Abstract

This study investigated the relationship between the dihydrouracil/uracil (UH(2)/U) plasma ratio, a surrogate marker of dihydropyrimidine dehydrogenase (DPD) activity, and 5-fluorouracil (5-FU)-related early toxicity. Plasma UH(2)/U ratios were determined in 68 colorectal cancer patients and 100 healthy controls. A cut-off value indicative of DPD deficiency was calculated using receiver operator characteristics. Patients experiencing toxicity were screened for the DPD G-to-A point mutation within the 5'-splicing donor site of intron 14 (IVS14+1G>A).
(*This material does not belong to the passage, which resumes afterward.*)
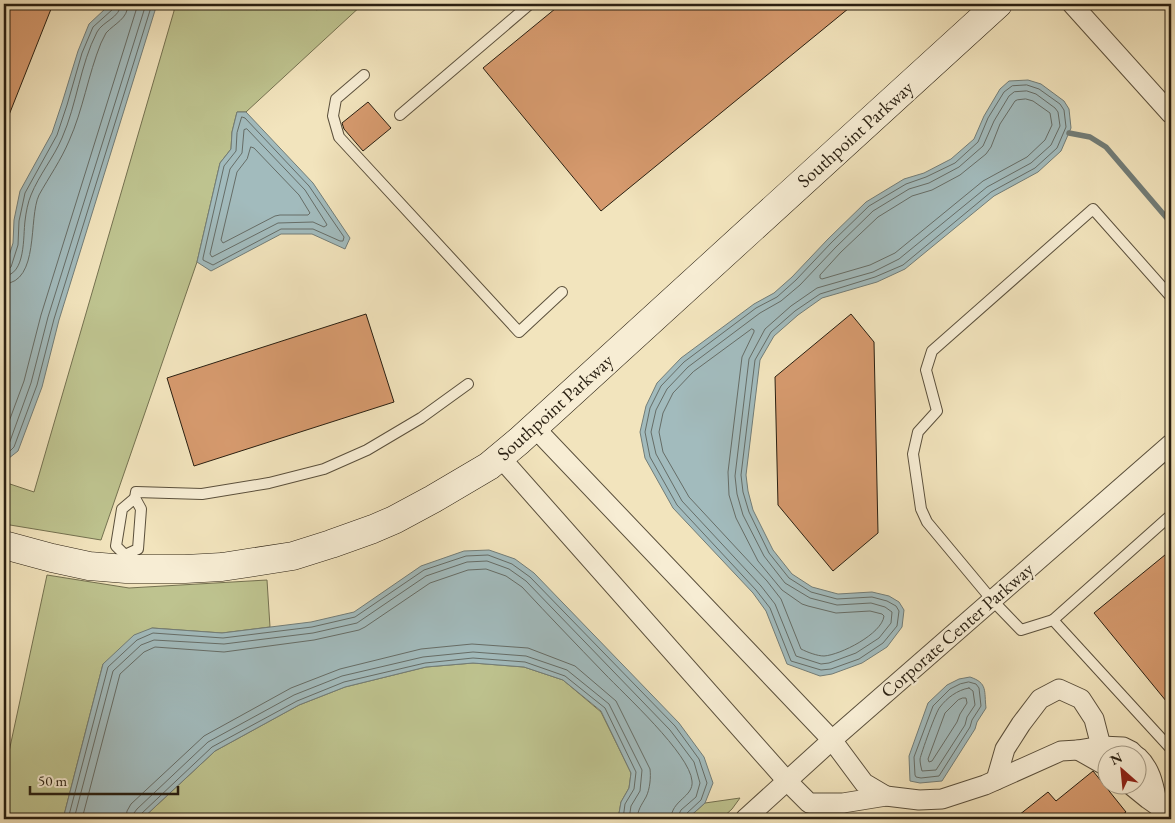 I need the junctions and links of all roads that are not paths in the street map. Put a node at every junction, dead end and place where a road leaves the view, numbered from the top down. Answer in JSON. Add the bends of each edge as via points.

Overall, 24/68 patients (35%) experienced toxicity (all grades) and abnormal UH(2)/U ratios were demonstrated in 21/24 (87.5%) patients. Drug concentrations up to 130 times the recommended level were found in 13/24 (54%) patients experiencing toxicity. One patient experiencing toxicity was a heterozygous carrier of the IVS14+1G>A mutation. A low UH(2)/U plasma ratio had a sensitivity of 0.87 and specificity of 0.93 for predicting 5-FU-induced toxicity. Systematic detection of DPD-deficient patients using the UH(2)/U ratio could optimize 5-FU-based chemotherapy and minimize life-threatening toxicity.